The plaintiffs, R & R Pool & Patio, Inc.,1 Mitchell Ross, David Ross and Philip Ross,2 appeal from the judgment of the trial court dismissing their appeal from the decision of the defendant zoning board of appeals of the town of Ridgefield sustaining the Ridgefield zoning enforcement officer's issuance of a cease and desist order against certain retail sales on the plaintiffs' property. On appeal, the plaintiffs claim that the trial court improperly (1) failed to conclude that they were denied due process of law by the zoning enforcement officer and the defendant, (2) failed to sustain their appeal when the cease and desist order was illegal, unauthorized and an abuse of discretion, (3) failed to determine that the court's decision in a companion site plan case made the plaintiffs' subsequent site plan application unnecessary and moot, (4) concluded that the defendant's decision was adequately supported by the record, (5) failed to consider whether the defendant's assigned grounds for sustaining the cease and desist order were pertinent to the considerations that the defendant and the court were required to apply and (6) failed to conclude that the defendant's decision was unreasonable, arbitrary and illegal. The plaintiffs also claim that the court's decision in the companion site plan case precluded the defendant under the doctrines of collateral estoppel and res judicata from claiming that the plaintiffs were violating the terms of the variance. We reverse the judgment of the trial court.
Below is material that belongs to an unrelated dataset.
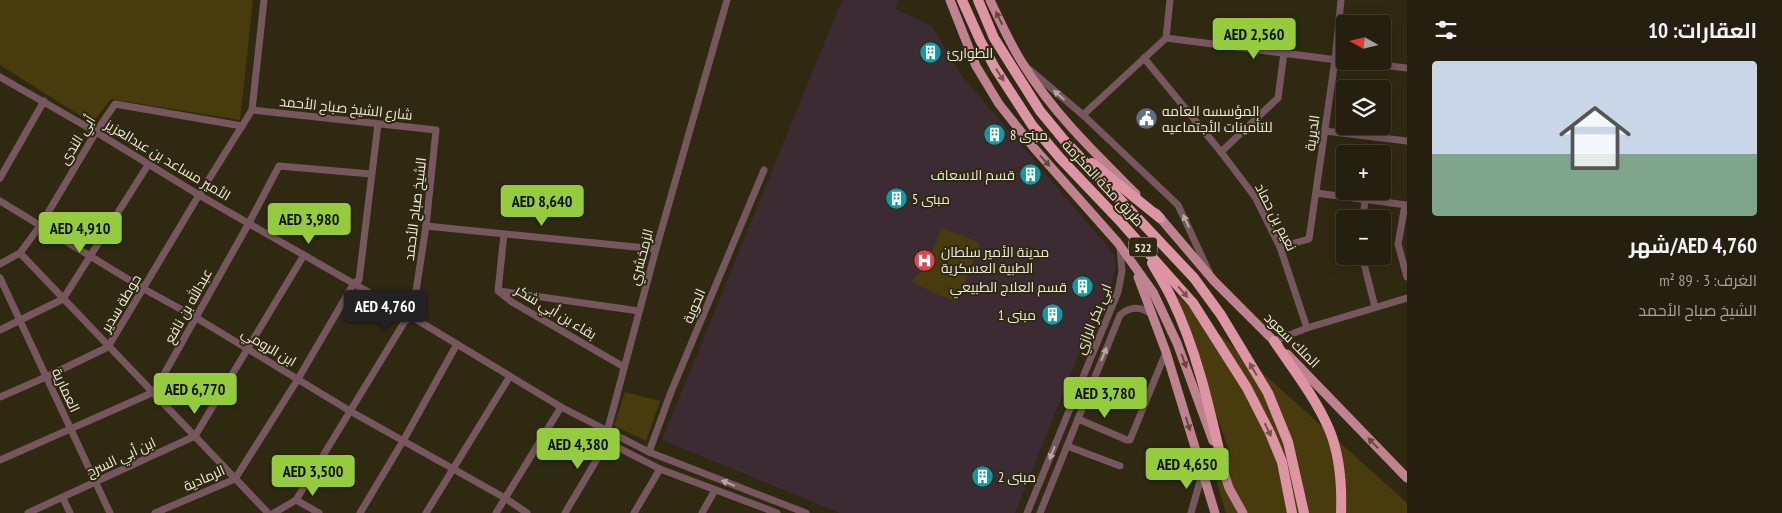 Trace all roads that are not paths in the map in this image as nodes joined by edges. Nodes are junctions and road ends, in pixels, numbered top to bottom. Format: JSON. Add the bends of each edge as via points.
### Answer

The following facts and procedural history are relevant to our disposition of this appeal. The plaintiffs own property located at 975 Ethan Allen Highway in Ridgefield (property). The property is located in a B-2 zone in which retail uses are not permitted under the Ridgefield zoning regulations. In July, 1990, a tenant of the property at the time, Richard Amatulli, doing business as Classics of Ridgefield, obtained site plan approval to conduct a wholesale oriental rug operation on the property, a permitted use in the zone. On November 5, 1990, the defendant granted Amatulli's application for a variance to conduct retail sales on the property (Amatulli variance). The defendant limited the variance with the following language: “This action permits wholesale and retail sales to be conducted from the [property], unrestricted as to type of customer or hours of operation, but restricted as to the products to be sold. Such wholesale and retail sales shall be limited to oriental rugs, fine furniture and art.”
In 1993, the then owners of the property, Diane Green, Alvin G. Farans and Neil Farans, applied for a variance to remove the restrictions and to allow full retail use of the property. The application was denied by the defendant on June 21, 1993, and no appeal was taken therefrom.
On July 2, 1993, the owners, through their attorney, Melvin J. Silverman, and on behalf of their new tenant, R & R Pool, filed an application for site plan approval with the Ridgefield planning director proposing the use of the property for “warehouse, office and retail sale of fine outdoor furniture.” In a letter, which was part of the application, Silverman stated that the owners wanted to “lease the premises to a seller of fine furniture [R & R Pool], albeit of the type which is used generally out of doors.” By letter dated September 24, 1993, the planning director informed Silverman that the application was denied and stated three reasons for such denial: “(1) The business you are planning to operate, with the merchandise you are planning to sell, is not the ‘fine furniture’ contemplated by the Zoning Board of Appeals in its decision on Nov. 5, 1990, in appeal no. 90-099 [the Amatulli variance]; (2) the business you are proposing to operate, with the merchandise you are proposing to sell, was specifically denied a variance to do so by the Zoning Board of Appeals at its June 21, 1993 meeting of appeal no. 93-014 ․ and (3) retail sales is not a permitted use in a B-2 Zone.” The owners and R & R Pool appealed to the defendant (site plan case), and the defendant sustained the planning director's decision by way of a memorandum of decision dated February 14, 1994.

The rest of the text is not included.